In my options, the TCPStore is used to store Rendezvous information. It’s only used to synchronize the status information of multiple ElasticAgents and is not actually related to DDP.

There may be a problem with the ‘Address already in use’ mentioned above. I can find a free port and solve it by specifying --rdzv_endpoint=${host_ip}:{free_port}.

And after this first TCPStore is created, in _initialize_workers, a new master-port is find by _get_socket_with_port(and this master-port is unable to specify by passing args parameters or environment variables outside. And later, two key values, MASTER_ADDR and MASTER_PORT (as environment variable?), will be stored in the first TCPStore, see _set_master_addr_port.

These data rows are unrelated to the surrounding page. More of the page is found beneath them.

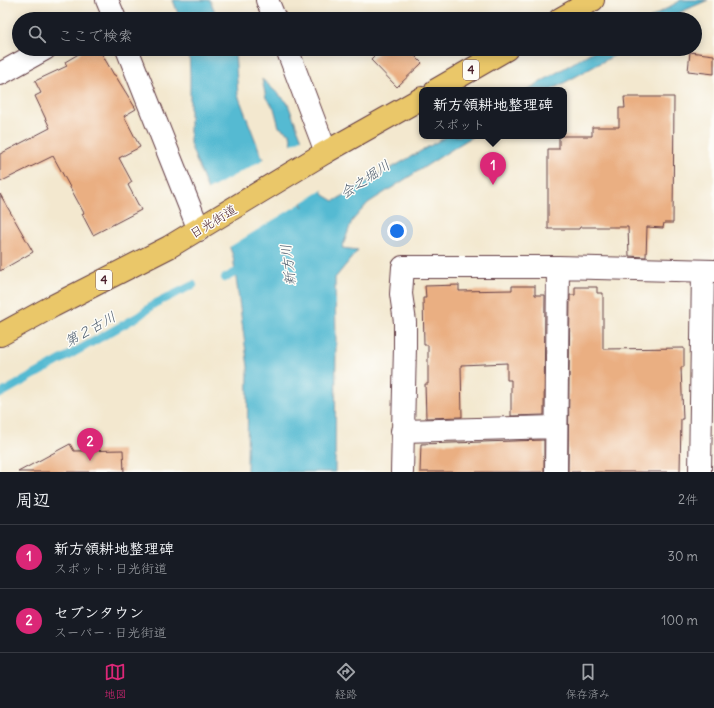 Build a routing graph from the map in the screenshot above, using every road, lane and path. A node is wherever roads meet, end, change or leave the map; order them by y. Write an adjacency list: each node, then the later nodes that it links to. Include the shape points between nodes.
1 (268, 0): 3 (street)
2 (593, 0): 4 (highway)
3 (272, 12)
4 (572, 12)
5 (33, 56): 9 (street)
6 (130, 56): 13 (street)
7 (288, 56): 12 (street)
8 (495, 56): 10 (highway, 4)
9 (0, 74)
10 (441, 87)
11 (419, 100): 12 (highway, 日光街道 / 4)
12 (323, 155): 13 (highway, 日光街道 / 4)
13 (203, 227): 16 (highway, 日光街道 / 4)
14 (558, 267): 15 (street); 17 (street); 18 (street, via 403,267 401,294 405,347)
15 (708, 271): 21 (street)
16 (0, 335)
17 (556, 427): 18 (street); 20 (street)
18 (402, 431): 19 (street)
19 (402, 472)
20 (556, 472)
21 (700, 472)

  1. The second creation of TCPStore is in dist init_process_group, which finally call _env_rendezvous_handler to create the TCPStore. And in _env_rendezvous_handler:
def _env_rendezvous_handler(
    url: str, timeout: timedelta = default_pg_timeout, **kwargs
):
    ...
    
    # find master_addr and master_port from environment variable
    master_addr = _get_env_or_raise("MASTER_ADDR")
    master_port = int(_get_env_or_raise("MASTER_PORT"))
    ...
    
    # 
    store = _create_c10d_store(master_addr, master_port, rank, world_size, timeout, use_libuv)

    yield (store, rank, world_size)

We can see that the second TCPStore in DDP will default to use the MASTER_PORT which is found by socket and set to environment before.

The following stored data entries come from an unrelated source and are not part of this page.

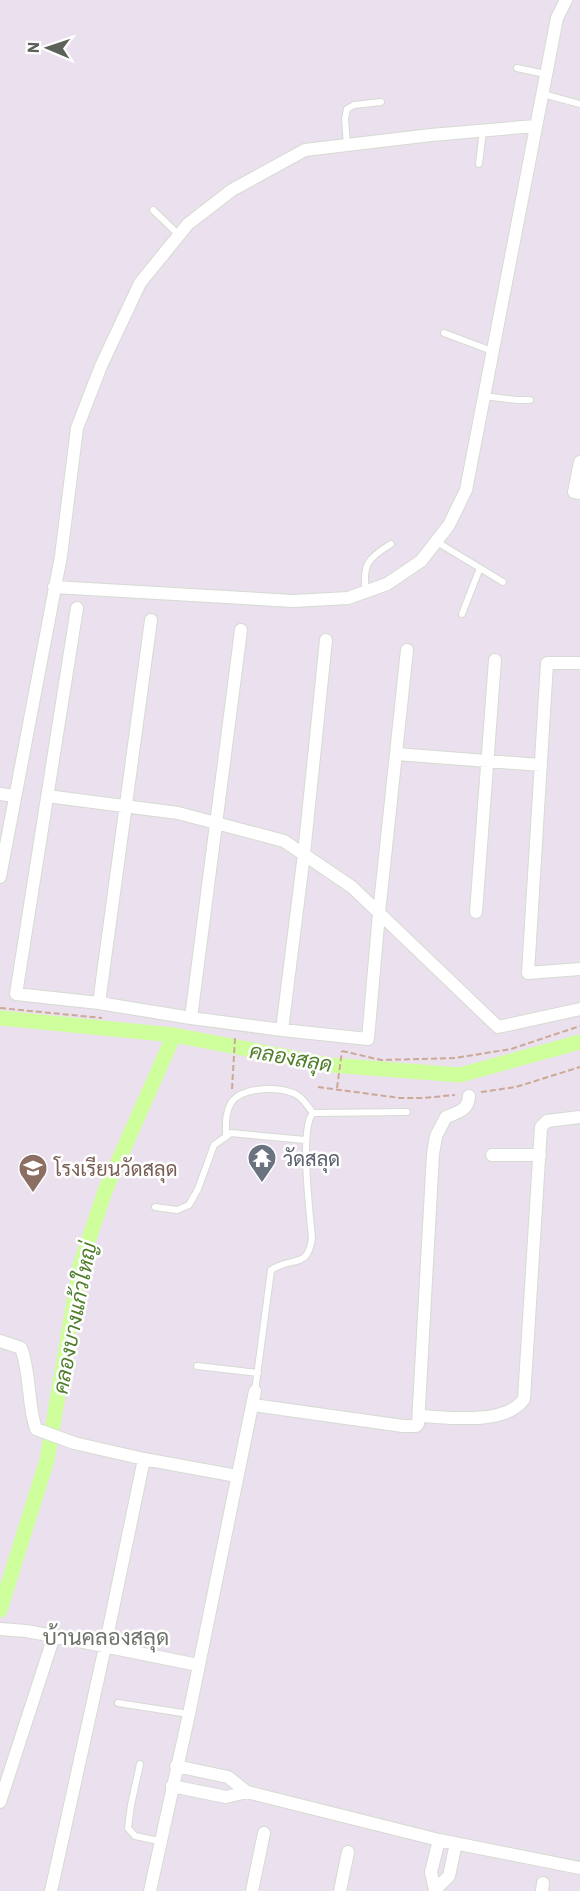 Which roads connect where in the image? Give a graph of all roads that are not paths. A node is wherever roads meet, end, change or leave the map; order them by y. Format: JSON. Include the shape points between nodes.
{"nodes":[{"id":1,"x":566,"y":0,"type":"edge"},
{"id":2,"x":516,"y":68,"type":"dead end"},
{"id":3,"x":545,"y":74,"type":"junction"},
{"id":4,"x":541,"y":94,"type":"junction"},
{"id":5,"x":381,"y":102,"type":"dead end"},
{"id":6,"x":580,"y":104,"type":"edge"},
{"id":7,"x":535,"y":126,"type":"junction"},
{"id":8,"x":483,"y":130,"type":"junction"},
{"id":9,"x":347,"y":145,"type":"junction"},
{"id":10,"x":479,"y":164,"type":"dead end"},
{"id":11,"x":153,"y":210,"type":"dead end"},
{"id":12,"x":178,"y":235,"type":"junction"},
{"id":13,"x":444,"y":333,"type":"dead end"},
{"id":14,"x":492,"y":351,"type":"junction"},
{"id":15,"x":484,"y":396,"type":"junction"},
{"id":16,"x":530,"y":400,"type":"dead end"},
{"id":17,"x":580,"y":462,"type":"edge"},
{"id":18,"x":580,"y":493,"type":"edge"},
{"id":19,"x":436,"y":541,"type":"junction"},
{"id":20,"x":391,"y":544,"type":"dead end"},
{"id":21,"x":480,"y":568,"type":"junction"},
{"id":22,"x":503,"y":582,"type":"dead end"},
{"id":23,"x":54,"y":587,"type":"junction"},
{"id":24,"x":366,"y":592,"type":"junction"},
{"id":25,"x":77,"y":608,"type":"dead end"},
{"id":26,"x":462,"y":614,"type":"dead end"},
{"id":27,"x":151,"y":620,"type":"dead end"},
{"id":28,"x":241,"y":630,"type":"dead end"},
{"id":29,"x":326,"y":640,"type":"dead end"},
{"id":30,"x":408,"y":650,"type":"dead end"},
{"id":31,"x":495,"y":660,"type":"dead end"},
{"id":32,"x":580,"y":663,"type":"edge"},
{"id":33,"x":396,"y":754,"type":"junction"},
{"id":34,"x":488,"y":761,"type":"junction"},
{"id":35,"x":542,"y":765,"type":"junction"},
{"id":36,"x":0,"y":794,"type":"edge"},
{"id":37,"x":15,"y":796,"type":"junction"},
{"id":38,"x":47,"y":796,"type":"junction"},
{"id":39,"x":125,"y":806,"type":"junction"},
{"id":40,"x":216,"y":823,"type":"junction"},
{"id":41,"x":304,"y":854,"type":"junction"},
{"id":42,"x":0,"y":877,"type":"edge"},
{"id":43,"x":476,"y":912,"type":"dead end"},
{"id":44,"x":379,"y":913,"type":"junction"},
{"id":45,"x":580,"y":969,"type":"edge"},
{"id":46,"x":99,"y":1003,"type":"junction"},
{"id":47,"x":580,"y":1009,"type":"edge"},
{"id":48,"x":191,"y":1018,"type":"junction"},
{"id":49,"x":282,"y":1030,"type":"junction"},
{"id":50,"x":469,"y":1094,"type":"road end"},
{"id":51,"x":407,"y":1112,"type":"dead end"},
{"id":52,"x":313,"y":1113,"type":"junction"},
{"id":53,"x":580,"y":1118,"type":"edge"},
{"id":54,"x":226,"y":1135,"type":"junction"},
{"id":55,"x":305,"y":1140,"type":"junction"},
{"id":56,"x":492,"y":1155,"type":"dead end"},
{"id":57,"x":540,"y":1155,"type":"junction"},
{"id":58,"x":155,"y":1207,"type":"dead end"},
{"id":59,"x":0,"y":1341,"type":"edge"},
{"id":60,"x":197,"y":1366,"type":"dead end"},
{"id":61,"x":258,"y":1373,"type":"junction"},
{"id":62,"x":255,"y":1391,"type":"joint"},
{"id":63,"x":253,"y":1405,"type":"junction"},
{"id":64,"x":419,"y":1416,"type":"junction"},
{"id":65,"x":144,"y":1459,"type":"junction"},
{"id":66,"x":237,"y":1476,"type":"junction"},
{"id":67,"x":0,"y":1629,"type":"edge"},
{"id":68,"x":54,"y":1636,"type":"junction"},
{"id":69,"x":105,"y":1647,"type":"junction"},
{"id":70,"x":198,"y":1665,"type":"junction"},
{"id":71,"x":118,"y":1703,"type":"dead end"},
{"id":72,"x":189,"y":1714,"type":"junction"},
{"id":73,"x":140,"y":1764,"type":"dead end"},
{"id":74,"x":176,"y":1766,"type":"junction"},
{"id":75,"x":172,"y":1786,"type":"junction"},
{"id":76,"x":247,"y":1792,"type":"junction"},
{"id":77,"x":0,"y":1802,"type":"edge"},
{"id":78,"x":264,"y":1833,"type":"dead end"},
{"id":79,"x":439,"y":1839,"type":"junction"},
{"id":80,"x":159,"y":1841,"type":"junction"},
{"id":81,"x":456,"y":1843,"type":"junction"},
{"id":82,"x":348,"y":1852,"type":"dead end"},
{"id":83,"x":580,"y":1868,"type":"edge"},
{"id":84,"x":51,"y":1891,"type":"edge"},
{"id":85,"x":150,"y":1891,"type":"edge"},
{"id":86,"x":252,"y":1891,"type":"edge"},
{"id":87,"x":340,"y":1891,"type":"edge"},
{"id":88,"x":435,"y":1891,"type":"edge"}],
"edges":[{"from":1,"to":3,"type":"street","via":[[557,18]]},
{"from":2,"to":3,"type":"lane"},
{"from":3,"to":4,"type":"street"},
{"from":4,"to":6,"type":"lane"},
{"from":4,"to":7,"type":"street"},
{"from":5,"to":9,"type":"lane","via":[[347,109]]},
{"from":7,"to":8,"type":"street"},
{"from":7,"to":14,"type":"street"},
{"from":8,"to":9,"type":"street"},
{"from":8,"to":10,"type":"lane"},
{"from":9,"to":12,"type":"street","via":[[305,150],[232,190]]},
{"from":11,"to":12,"type":"lane"},
{"from":12,"to":23,"type":"street","via":[[140,283],[77,428]]},
{"from":13,"to":14,"type":"lane"},
{"from":14,"to":15,"type":"street"},
{"from":15,"to":16,"type":"lane"},
{"from":15,"to":19,"type":"street","via":[[466,490]]},
{"from":17,"to":18,"type":"street","via":[[574,492]]},
{"from":19,"to":21,"type":"lane"},
{"from":19,"to":24,"type":"street","via":[[421,561],[387,584]]},
{"from":20,"to":24,"type":"lane","via":[[367,563]]},
{"from":21,"to":22,"type":"lane"},
{"from":21,"to":26,"type":"lane"},
{"from":23,"to":24,"type":"street","via":[[293,602],[348,598]]},
{"from":23,"to":37,"type":"street"},
{"from":25,"to":38,"type":"street"},
{"from":27,"to":39,"type":"street"},
{"from":28,"to":40,"type":"street"},
{"from":29,"to":41,"type":"street"},
{"from":30,"to":33,"type":"street"},
{"from":31,"to":34,"type":"street"},
{"from":32,"to":35,"type":"street","via":[[547,663]]},
{"from":33,"to":34,"type":"street"},
{"from":33,"to":44,"type":"street"},
{"from":34,"to":35,"type":"street"},
{"from":34,"to":43,"type":"street"},
{"from":35,"to":45,"type":"street","via":[[528,973]]},
{"from":36,"to":37,"type":"street"},
{"from":37,"to":42,"type":"street"},
{"from":38,"to":39,"type":"street"},
{"from":38,"to":46,"type":"street","via":[[16,994]]},
{"from":39,"to":40,"type":"street"},
{"from":39,"to":46,"type":"street"},
{"from":40,"to":41,"type":"street","via":[[284,841]]},
{"from":40,"to":48,"type":"street"},
{"from":41,"to":44,"type":"street","via":[[352,887]]},
{"from":41,"to":49,"type":"street"},
{"from":44,"to":47,"type":"street","via":[[498,1027]]},
{"from":44,"to":49,"type":"street","via":[[368,1039]]},
{"from":46,"to":48,"type":"street"},
{"from":48,"to":49,"type":"street"},
{"from":50,"to":64,"type":"street","via":[[465,1109],[446,1117],[436,1136],[433,1154]]},
{"from":51,"to":52,"type":"lane"},
{"from":52,"to":54,"type":"lane","via":[[296,1094],[255,1090],[231,1104],[226,1115]]},
{"from":52,"to":55,"type":"lane"},
{"from":53,"to":57,"type":"street","via":[[544,1123]]},
{"from":54,"to":55,"type":"lane","via":[[231,1132]]},
{"from":54,"to":58,"type":"lane","via":[[214,1145],[189,1205],[177,1210]]},
{"from":55,"to":61,"type":"lane","via":[[311,1250],[303,1259],[271,1270]]},
{"from":56,"to":57,"type":"street"},
{"from":57,"to":64,"type":"street","via":[[524,1399],[518,1408],[505,1414]]},
{"from":59,"to":65,"type":"street","via":[[21,1348],[36,1429],[74,1443]]},
{"from":60,"to":61,"type":"lane"},
{"from":61,"to":62,"type":"lane"},
{"from":62,"to":63,"type":"street"},
{"from":63,"to":64,"type":"street","via":[[403,1426],[416,1426]]},
{"from":63,"to":66,"type":"street"},
{"from":65,"to":66,"type":"street"},
{"from":65,"to":69,"type":"street"},
{"from":66,"to":70,"type":"street"},
{"from":67,"to":68,"type":"street"},
{"from":68,"to":69,"type":"street"},
{"from":68,"to":77,"type":"street"},
{"from":69,"to":70,"type":"street"},
{"from":69,"to":84,"type":"street"},
{"from":70,"to":72,"type":"street"},
{"from":71,"to":72,"type":"lane"},
{"from":72,"to":74,"type":"street"},
{"from":73,"to":80,"type":"lane","via":[[128,1828],[135,1836]]},
{"from":74,"to":75,"type":"street"},
{"from":74,"to":76,"type":"street","via":[[228,1777]]},
{"from":75,"to":76,"type":"street","via":[[226,1797]]},
{"from":75,"to":80,"type":"street"},
{"from":76,"to":79,"type":"street"},
{"from":78,"to":86,"type":"street"},
{"from":79,"to":81,"type":"street"},
{"from":79,"to":88,"type":"street","via":[[431,1872]]},
{"from":80,"to":85,"type":"street"},
{"from":81,"to":83,"type":"street"},
{"from":81,"to":88,"type":"street","via":[[449,1876]]},
{"from":82,"to":87,"type":"street"}]}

And there may also be errno: 98- Address already in use issues in _create_c10d_store.

There may be the following reasons:

  1. It is possible that the master-port in the _set_master_addr_port has not been fully released, perhaps due to TIMP_WAIT? I’m not quite sure. But it maybe cause the error when using the same master-port in _create_c10d_store;
  2. The master-port in the _set_master_addr_port has been completely released, but it has been occupied by other processes in the system before being reused in _create_c10d_store, which can also cause problems.

To verify the reason, I conducted a test. Use both socket.bind , ss -tlnp | grep <port>, lsof -i:<port> to check if the port is occupied, like in _create_c10d_store:


def is_port_in_use(port, host='127.0.0.1', rank=-1):  
            
    with socket.socket(socket.AF_INET, socket.SOCK_STREAM) as s:  
        try:  
            s.bind((host, port))  
            in_use = False  
        except socket.error as e:
            print(f"---> socket error: {e}")
            in_use = True
                    
    if in_use:
        print(f"===> rank {rank}, socket check, port {port} is in use")
    else:
        print(f"===> rank {rank}, socket check, port {port} is in free")

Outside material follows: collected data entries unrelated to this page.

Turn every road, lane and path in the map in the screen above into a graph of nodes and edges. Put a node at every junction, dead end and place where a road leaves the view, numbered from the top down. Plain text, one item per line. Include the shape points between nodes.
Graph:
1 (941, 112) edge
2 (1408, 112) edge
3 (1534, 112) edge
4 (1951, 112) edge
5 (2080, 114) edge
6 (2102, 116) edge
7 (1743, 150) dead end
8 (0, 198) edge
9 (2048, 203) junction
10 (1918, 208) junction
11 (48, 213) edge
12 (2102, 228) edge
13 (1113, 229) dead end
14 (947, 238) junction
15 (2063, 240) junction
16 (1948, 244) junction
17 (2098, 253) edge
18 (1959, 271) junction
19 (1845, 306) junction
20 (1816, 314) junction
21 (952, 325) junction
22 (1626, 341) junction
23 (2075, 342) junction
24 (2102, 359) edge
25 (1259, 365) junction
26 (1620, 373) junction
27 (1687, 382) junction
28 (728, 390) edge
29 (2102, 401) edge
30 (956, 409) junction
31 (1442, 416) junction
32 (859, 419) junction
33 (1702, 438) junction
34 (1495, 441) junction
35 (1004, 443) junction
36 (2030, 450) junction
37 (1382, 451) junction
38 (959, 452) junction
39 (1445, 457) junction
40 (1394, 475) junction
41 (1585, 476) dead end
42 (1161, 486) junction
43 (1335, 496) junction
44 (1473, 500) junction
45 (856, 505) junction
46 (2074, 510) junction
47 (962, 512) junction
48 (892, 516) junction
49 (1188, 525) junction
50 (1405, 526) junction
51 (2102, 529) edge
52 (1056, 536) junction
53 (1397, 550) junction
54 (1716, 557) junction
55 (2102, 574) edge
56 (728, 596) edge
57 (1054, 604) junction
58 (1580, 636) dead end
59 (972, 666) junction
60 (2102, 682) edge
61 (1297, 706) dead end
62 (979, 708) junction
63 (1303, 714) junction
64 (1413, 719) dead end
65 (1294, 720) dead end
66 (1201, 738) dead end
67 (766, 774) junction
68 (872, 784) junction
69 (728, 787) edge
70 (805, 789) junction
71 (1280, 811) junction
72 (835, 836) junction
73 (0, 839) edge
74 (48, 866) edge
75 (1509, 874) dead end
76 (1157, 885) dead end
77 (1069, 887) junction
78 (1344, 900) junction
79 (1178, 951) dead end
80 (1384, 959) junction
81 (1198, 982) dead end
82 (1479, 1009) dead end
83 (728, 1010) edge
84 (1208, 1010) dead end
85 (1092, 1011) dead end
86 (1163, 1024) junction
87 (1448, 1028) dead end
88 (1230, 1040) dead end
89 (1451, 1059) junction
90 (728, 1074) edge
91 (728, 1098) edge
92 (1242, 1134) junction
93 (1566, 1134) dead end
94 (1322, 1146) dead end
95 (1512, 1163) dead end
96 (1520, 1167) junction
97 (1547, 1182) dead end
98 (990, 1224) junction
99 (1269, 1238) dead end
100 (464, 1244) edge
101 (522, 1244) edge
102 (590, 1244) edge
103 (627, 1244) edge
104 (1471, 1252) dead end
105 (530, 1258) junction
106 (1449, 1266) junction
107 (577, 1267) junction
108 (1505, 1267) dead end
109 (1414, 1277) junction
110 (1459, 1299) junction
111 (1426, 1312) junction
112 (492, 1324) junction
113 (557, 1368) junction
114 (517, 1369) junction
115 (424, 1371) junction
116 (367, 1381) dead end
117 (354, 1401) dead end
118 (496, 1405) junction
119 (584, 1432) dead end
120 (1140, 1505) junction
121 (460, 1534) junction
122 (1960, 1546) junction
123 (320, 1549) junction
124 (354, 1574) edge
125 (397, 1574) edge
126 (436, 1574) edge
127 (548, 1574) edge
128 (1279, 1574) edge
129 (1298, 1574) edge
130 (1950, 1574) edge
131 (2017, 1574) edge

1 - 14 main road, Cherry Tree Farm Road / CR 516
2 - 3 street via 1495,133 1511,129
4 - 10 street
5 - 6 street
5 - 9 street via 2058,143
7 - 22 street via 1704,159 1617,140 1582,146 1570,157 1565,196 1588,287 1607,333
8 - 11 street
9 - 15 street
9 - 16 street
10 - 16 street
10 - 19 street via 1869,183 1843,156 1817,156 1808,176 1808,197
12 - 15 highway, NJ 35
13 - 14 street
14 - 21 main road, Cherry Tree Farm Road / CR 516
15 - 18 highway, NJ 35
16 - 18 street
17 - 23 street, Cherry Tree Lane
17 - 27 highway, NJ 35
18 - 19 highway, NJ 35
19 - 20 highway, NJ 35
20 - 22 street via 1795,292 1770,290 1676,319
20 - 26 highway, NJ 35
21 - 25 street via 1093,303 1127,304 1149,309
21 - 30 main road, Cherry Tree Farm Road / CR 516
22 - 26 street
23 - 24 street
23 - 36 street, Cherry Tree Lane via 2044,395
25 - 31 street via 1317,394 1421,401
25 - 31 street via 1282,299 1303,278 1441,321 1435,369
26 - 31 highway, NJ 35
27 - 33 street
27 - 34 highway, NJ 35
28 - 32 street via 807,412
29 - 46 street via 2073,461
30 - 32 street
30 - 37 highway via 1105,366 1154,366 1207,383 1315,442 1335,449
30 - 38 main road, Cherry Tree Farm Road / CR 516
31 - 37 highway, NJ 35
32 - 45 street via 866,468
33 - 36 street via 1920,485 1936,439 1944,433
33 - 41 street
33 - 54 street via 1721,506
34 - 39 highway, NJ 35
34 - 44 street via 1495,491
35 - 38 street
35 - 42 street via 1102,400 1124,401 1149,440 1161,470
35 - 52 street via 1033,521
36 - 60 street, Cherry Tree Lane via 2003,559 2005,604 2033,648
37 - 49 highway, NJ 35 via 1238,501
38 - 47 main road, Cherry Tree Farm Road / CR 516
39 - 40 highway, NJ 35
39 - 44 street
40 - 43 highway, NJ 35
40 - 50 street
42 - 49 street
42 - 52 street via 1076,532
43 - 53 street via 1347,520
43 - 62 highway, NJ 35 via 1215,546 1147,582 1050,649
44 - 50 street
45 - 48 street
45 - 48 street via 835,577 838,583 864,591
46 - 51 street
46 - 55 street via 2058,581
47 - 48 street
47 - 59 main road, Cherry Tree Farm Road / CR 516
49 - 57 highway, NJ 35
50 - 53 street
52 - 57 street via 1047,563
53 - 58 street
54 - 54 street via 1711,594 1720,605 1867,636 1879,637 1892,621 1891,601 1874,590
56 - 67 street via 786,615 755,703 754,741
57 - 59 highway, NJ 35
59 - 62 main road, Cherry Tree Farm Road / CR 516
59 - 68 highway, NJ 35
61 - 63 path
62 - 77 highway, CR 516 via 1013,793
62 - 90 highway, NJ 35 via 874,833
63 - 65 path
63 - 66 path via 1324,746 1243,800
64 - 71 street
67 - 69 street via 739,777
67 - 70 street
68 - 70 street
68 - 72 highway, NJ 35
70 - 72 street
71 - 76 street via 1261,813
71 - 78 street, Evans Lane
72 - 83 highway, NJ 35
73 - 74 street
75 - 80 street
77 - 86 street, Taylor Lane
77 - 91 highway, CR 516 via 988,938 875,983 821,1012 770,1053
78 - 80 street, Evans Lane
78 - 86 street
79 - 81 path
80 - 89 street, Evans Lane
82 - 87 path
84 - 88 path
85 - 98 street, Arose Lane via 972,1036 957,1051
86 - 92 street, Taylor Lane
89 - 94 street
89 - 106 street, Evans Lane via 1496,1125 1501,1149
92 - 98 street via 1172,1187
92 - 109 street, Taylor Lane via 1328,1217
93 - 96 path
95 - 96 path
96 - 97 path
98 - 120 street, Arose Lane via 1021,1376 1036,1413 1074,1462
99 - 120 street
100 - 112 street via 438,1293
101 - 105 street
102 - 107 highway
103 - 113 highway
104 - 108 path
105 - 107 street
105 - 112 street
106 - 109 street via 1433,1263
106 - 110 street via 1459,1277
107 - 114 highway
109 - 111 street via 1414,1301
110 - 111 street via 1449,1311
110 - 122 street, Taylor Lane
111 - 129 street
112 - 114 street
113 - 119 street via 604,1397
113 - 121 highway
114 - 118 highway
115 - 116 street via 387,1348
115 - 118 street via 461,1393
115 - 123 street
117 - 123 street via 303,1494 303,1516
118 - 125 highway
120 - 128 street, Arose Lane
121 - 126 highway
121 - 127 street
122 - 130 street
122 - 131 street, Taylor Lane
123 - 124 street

def _create_c10d_store(hostname, port, rank, world_size, timeout, use_libuv=False) -> Store:

    if not 0 <= port < 2**16:
        raise ValueError(f"port must have value from 0 to 65535 but was {port}.")

    if _torchelastic_use_agent_store():
        attempt = os.environ["TORCHELASTIC_RESTART_COUNT"]
        tcp_store = TCPStore(hostname, port, world_size, False, timeout)
        return PrefixStore(f"/worker/attempt_{attempt}", tcp_store)
    else:
        start_daemon = rank == 0
        
        # check
        is_port_in_use(port, hostname, rank)
        
        return TCPStore(
            hostname, port, world_size, start_daemon, timeout, multi_tenant=True, use_libuv=use_libuv
        )

The test results are as follows:

  • port free, and the running was successful:
===> rank 0, socket check, port 39995 is in free
===> rank 1, socket check, port 39995 is in free

# no error, success
  • port in use, running fail
===> rank 0, socket check, port 48763 is in use
===> rank 1, socket check, port 48763 is in use

# failed
[W socket.cpp:436] [c10d] The server socket has failed to bind to [::]:48763 (errno: 98 - Address already in use).
[W socket.cpp:436] [c10d] The server socket has failed to bind to 0.0.0.0:48763 (errno: 98 - Address already in use).
[E socket.cpp:472] [c10d] The server socket has failed to listen on any local network address.
  • port in use, running successful (confused???)
===> rank 0, socket check, port 37956 is in use
===> rank 1, socket check, port 37956 is in use

# no error, success

I have the following questions:

Question1:
What is the true reason for the errno: 98- Address already in use issues in _create_c10d_store?

Question2:
Why is the socket.bind detection port being used, but TCPStore using the same port does not raise error? (Is there something wrong with my testing method or did I overlook anything?)

Question3:
How to solve or avoid this problem from an engineering perspective? (Instead of running again after discovering errors)